Input records:
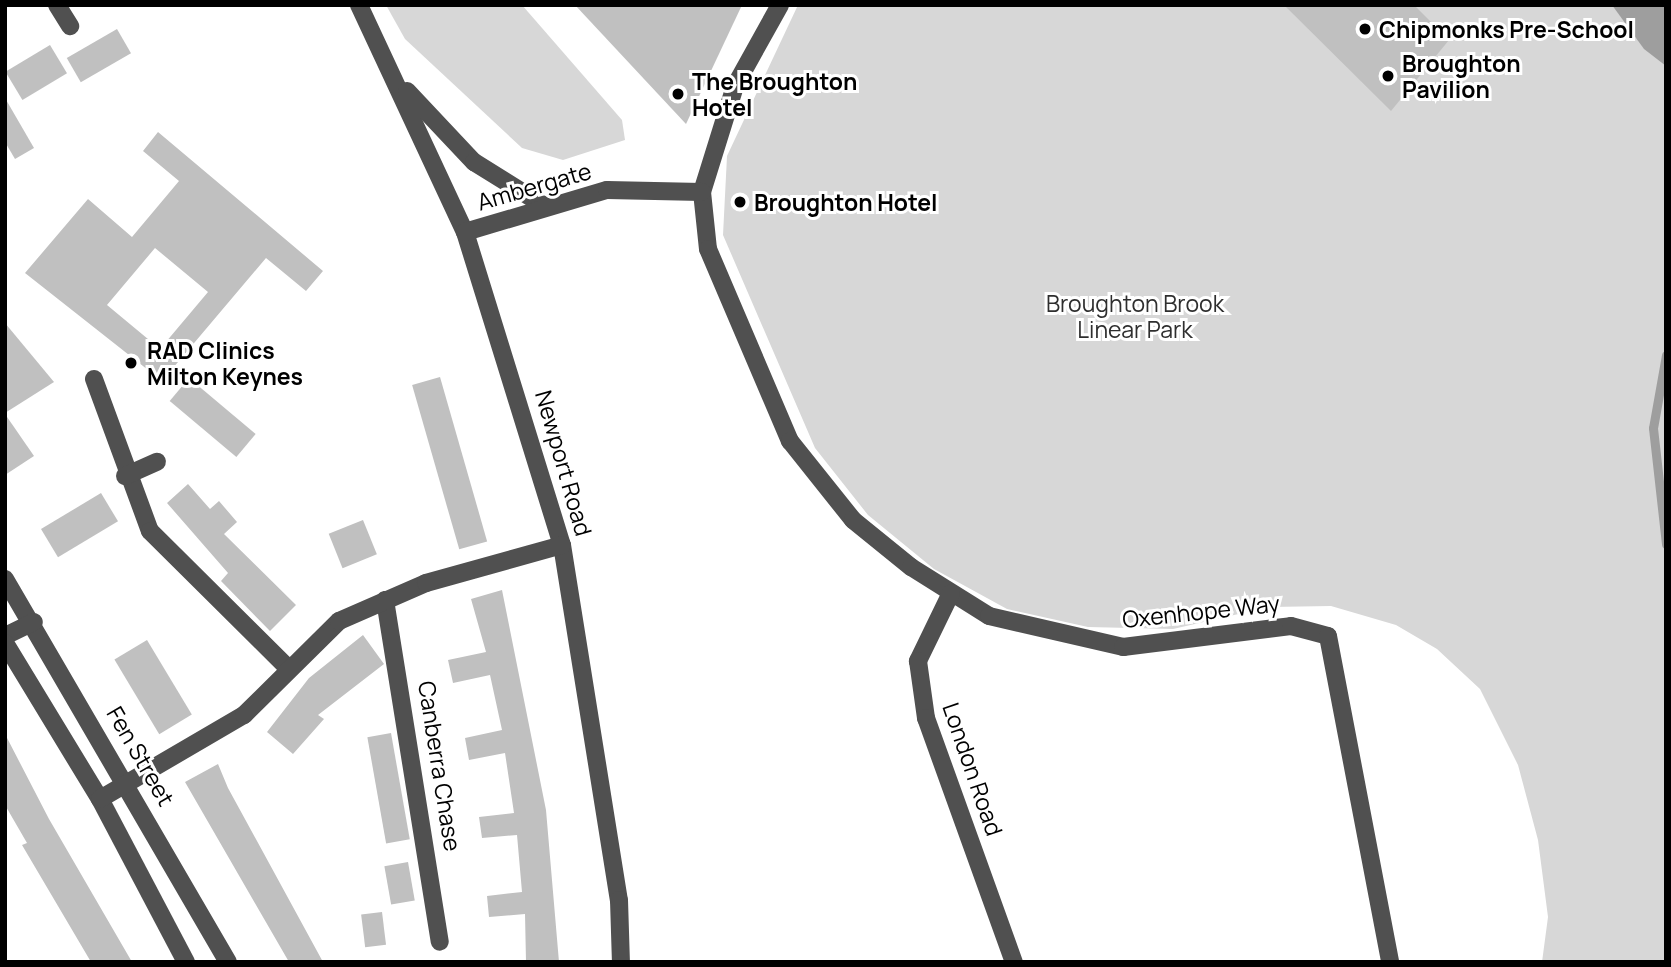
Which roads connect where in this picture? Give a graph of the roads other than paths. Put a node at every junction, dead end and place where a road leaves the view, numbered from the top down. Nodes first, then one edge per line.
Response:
1 (57, 5) edge
2 (359, 5) edge
3 (780, 5) edge
4 (70, 26) dead end
5 (395, 79) junction
6 (702, 192) junction
7 (543, 205) junction
8 (465, 232) junction
9 (94, 379) dead end
10 (157, 462) dead end
11 (125, 476) junction
12 (562, 545) junction
13 (5, 579) edge
14 (951, 593) junction
15 (385, 600) junction
16 (34, 622) junction
17 (5, 636) edge
18 (5, 643) edge
19 (287, 667) junction
20 (128, 782) junction
21 (100, 799) junction
22 (440, 942) dead end
23 (186, 962) edge
24 (228, 962) edge
25 (621, 962) edge
26 (1014, 962) edge
27 (1390, 962) edge

1 - 4 street
2 - 5 street, Newport Road
3 - 6 street
5 - 7 street
5 - 8 street, Newport Road
6 - 7 street, Ambergate
6 - 14 street, Oxenhope Way
7 - 8 street, Ambergate
8 - 12 street, Newport Road
9 - 11 street
10 - 11 street
11 - 19 street
12 - 15 street
12 - 25 street, Newport Road
13 - 16 street, Fen Street
14 - 26 street, London Road
14 - 27 street, Oxenhope Way
15 - 19 street
15 - 22 street, Canberra Chase
16 - 17 street
16 - 20 street, Fen Street
18 - 21 street
19 - 20 street
20 - 21 street
20 - 24 street, Fen Street
21 - 23 street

Instructions to follow: Your copy must match the records above word for word and contain no pictures.

Answer below:
Which roads connect where in this picture? Give a graph of the roads other than paths. Put a node at every junction, dead end and place where a road leaves the view, numbered from the top down. Nodes first, then one edge per line.
Response:
1 (57, 5) edge
2 (359, 5) edge
3 (780, 5) edge
4 (70, 26) dead end
5 (395, 79) junction
6 (702, 192) junction
7 (543, 205) junction
8 (465, 232) junction
9 (94, 379) dead end
10 (157, 462) dead end
11 (125, 476) junction
12 (562, 545) junction
13 (5, 579) edge
14 (951, 593) junction
15 (385, 600) junction
16 (34, 622) junction
17 (5, 636) edge
18 (5, 643) edge
19 (287, 667) junction
20 (128, 782) junction
21 (100, 799) junction
22 (440, 942) dead end
23 (186, 962) edge
24 (228, 962) edge
25 (621, 962) edge
26 (1014, 962) edge
27 (1390, 962) edge

1 - 4 street
2 - 5 street, Newport Road
3 - 6 street
5 - 7 street
5 - 8 street, Newport Road
6 - 7 street, Ambergate
6 - 14 street, Oxenhope Way
7 - 8 street, Ambergate
8 - 12 street, Newport Road
9 - 11 street
10 - 11 street
11 - 19 street
12 - 15 street
12 - 25 street, Newport Road
13 - 16 street, Fen Street
14 - 26 street, London Road
14 - 27 street, Oxenhope Way
15 - 19 street
15 - 22 street, Canberra Chase
16 - 17 street
16 - 20 street, Fen Street
18 - 21 street
19 - 20 street
20 - 21 street
20 - 24 street, Fen Street
21 - 23 street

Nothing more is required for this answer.